***** DATA IN THIS EXERCISE *****

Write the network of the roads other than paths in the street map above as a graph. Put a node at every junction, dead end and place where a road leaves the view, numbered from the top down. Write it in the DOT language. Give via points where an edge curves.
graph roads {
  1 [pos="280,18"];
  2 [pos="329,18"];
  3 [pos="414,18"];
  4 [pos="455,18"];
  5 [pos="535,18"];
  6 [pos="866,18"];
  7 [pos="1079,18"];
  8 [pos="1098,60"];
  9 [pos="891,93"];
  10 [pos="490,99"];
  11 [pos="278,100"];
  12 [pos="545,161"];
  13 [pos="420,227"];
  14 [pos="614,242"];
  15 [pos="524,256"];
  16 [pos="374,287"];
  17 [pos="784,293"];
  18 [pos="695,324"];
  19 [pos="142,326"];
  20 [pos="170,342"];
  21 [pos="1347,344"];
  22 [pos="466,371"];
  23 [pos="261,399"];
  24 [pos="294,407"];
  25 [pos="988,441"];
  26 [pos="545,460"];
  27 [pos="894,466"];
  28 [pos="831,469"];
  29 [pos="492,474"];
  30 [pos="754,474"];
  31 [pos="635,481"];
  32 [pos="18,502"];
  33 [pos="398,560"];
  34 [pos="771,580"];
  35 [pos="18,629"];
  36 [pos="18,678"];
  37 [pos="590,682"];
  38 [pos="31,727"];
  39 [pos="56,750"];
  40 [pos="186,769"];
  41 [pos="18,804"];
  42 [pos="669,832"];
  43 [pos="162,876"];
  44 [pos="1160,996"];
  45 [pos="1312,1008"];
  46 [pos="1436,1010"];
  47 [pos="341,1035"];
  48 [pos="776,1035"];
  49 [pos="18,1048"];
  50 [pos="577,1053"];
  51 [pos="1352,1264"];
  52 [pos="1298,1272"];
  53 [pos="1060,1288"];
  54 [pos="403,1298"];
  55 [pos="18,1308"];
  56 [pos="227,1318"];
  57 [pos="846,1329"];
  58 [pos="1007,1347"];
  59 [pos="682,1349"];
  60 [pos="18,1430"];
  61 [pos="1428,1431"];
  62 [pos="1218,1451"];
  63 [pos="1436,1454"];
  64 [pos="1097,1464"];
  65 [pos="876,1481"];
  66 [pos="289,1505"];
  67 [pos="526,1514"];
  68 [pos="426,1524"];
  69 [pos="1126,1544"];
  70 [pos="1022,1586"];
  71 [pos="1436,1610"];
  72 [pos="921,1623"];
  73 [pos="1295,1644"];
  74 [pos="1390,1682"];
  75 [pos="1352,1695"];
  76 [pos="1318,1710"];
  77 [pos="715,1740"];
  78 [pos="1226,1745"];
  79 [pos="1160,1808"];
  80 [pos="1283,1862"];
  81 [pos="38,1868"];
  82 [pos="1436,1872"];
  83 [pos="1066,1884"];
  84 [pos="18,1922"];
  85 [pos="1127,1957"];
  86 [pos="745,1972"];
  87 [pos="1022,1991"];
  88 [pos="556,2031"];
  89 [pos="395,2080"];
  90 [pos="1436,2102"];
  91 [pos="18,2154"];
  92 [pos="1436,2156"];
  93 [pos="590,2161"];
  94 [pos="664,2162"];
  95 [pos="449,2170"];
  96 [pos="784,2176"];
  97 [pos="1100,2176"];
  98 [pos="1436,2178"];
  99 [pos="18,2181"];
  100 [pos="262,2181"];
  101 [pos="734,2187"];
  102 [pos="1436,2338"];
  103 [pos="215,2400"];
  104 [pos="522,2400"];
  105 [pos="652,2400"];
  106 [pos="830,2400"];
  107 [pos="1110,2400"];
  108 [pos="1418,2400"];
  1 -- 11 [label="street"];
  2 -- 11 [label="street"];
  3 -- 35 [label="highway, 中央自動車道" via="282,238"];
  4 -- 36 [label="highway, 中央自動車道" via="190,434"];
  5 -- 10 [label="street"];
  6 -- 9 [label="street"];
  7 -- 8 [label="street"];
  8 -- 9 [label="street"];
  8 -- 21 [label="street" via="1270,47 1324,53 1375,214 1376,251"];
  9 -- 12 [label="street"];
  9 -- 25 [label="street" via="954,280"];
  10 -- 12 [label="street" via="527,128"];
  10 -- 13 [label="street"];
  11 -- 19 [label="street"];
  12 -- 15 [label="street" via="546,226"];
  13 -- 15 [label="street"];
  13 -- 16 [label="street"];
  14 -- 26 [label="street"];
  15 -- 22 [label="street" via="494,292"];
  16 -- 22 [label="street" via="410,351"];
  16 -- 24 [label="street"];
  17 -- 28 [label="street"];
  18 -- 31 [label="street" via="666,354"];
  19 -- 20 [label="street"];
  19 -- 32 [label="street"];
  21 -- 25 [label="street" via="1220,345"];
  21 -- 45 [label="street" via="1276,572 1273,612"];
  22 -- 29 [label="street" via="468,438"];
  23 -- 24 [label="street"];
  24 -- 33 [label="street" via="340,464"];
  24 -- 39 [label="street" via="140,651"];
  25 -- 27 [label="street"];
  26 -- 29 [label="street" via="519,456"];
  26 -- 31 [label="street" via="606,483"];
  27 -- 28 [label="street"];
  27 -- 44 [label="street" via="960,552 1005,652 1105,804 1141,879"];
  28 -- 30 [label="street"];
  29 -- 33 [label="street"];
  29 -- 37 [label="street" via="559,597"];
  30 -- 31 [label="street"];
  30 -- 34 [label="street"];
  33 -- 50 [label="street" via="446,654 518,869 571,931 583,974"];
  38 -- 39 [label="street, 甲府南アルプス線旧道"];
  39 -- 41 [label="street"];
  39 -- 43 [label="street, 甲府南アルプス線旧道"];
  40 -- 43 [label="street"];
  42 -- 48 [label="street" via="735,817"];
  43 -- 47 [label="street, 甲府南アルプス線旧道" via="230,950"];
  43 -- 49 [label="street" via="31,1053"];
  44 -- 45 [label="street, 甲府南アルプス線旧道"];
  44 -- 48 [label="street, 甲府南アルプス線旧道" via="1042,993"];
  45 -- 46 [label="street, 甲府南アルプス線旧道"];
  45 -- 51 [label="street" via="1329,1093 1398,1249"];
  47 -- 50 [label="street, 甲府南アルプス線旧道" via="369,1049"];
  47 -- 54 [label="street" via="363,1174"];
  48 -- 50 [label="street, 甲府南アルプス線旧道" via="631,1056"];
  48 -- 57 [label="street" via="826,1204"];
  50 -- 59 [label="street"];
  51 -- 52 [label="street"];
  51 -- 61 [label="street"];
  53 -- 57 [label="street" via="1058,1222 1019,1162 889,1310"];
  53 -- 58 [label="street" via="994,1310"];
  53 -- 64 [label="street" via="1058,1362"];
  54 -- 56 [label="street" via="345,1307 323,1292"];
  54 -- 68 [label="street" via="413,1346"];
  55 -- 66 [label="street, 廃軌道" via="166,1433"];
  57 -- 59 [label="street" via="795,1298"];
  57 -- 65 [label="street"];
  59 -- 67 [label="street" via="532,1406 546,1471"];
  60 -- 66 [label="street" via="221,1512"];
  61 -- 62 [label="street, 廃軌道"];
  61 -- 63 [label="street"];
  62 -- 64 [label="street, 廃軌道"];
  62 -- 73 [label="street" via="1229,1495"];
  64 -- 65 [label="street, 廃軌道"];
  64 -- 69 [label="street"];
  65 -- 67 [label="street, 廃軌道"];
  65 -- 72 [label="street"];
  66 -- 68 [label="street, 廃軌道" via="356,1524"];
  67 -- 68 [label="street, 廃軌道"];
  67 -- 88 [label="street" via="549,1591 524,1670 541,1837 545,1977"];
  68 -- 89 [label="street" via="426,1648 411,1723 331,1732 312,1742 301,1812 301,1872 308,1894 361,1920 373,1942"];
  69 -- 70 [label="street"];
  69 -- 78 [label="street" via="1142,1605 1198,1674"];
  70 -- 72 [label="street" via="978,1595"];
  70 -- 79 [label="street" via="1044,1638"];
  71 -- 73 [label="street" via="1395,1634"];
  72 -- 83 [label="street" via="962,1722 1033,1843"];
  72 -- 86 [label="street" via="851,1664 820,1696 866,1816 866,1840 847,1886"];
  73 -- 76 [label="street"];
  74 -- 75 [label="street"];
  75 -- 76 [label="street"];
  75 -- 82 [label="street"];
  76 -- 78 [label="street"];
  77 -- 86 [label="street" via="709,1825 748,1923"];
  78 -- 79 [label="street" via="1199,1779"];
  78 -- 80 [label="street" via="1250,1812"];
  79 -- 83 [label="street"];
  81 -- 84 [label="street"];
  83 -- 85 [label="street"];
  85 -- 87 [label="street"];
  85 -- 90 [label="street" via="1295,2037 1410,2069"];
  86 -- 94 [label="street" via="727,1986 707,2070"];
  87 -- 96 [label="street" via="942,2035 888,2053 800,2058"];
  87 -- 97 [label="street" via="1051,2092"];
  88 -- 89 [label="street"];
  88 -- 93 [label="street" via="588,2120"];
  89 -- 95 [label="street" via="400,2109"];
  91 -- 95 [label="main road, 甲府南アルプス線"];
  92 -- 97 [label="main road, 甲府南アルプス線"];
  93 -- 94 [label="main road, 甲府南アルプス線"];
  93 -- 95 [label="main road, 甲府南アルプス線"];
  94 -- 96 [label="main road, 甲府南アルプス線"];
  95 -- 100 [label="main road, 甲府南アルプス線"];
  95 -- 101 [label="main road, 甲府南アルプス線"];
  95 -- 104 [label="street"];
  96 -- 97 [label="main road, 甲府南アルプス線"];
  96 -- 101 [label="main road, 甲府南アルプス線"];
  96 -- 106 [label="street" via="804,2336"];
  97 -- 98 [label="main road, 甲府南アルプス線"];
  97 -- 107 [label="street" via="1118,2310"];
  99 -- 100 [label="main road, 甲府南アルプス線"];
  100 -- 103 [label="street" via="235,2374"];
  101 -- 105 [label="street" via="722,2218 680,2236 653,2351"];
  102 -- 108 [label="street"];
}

*****

### PROBLEM
Reproduce every line in the records above that contains the word "graph".

### ANSWER TO THIS EXERCISE
Write the network of the roads other than paths in the street map above as a graph. Put a node at every junction, dead end and place where a road leaves the view, numbered from the top down. Write it in the DOT language. Give via points where an edge curves.
graph roads {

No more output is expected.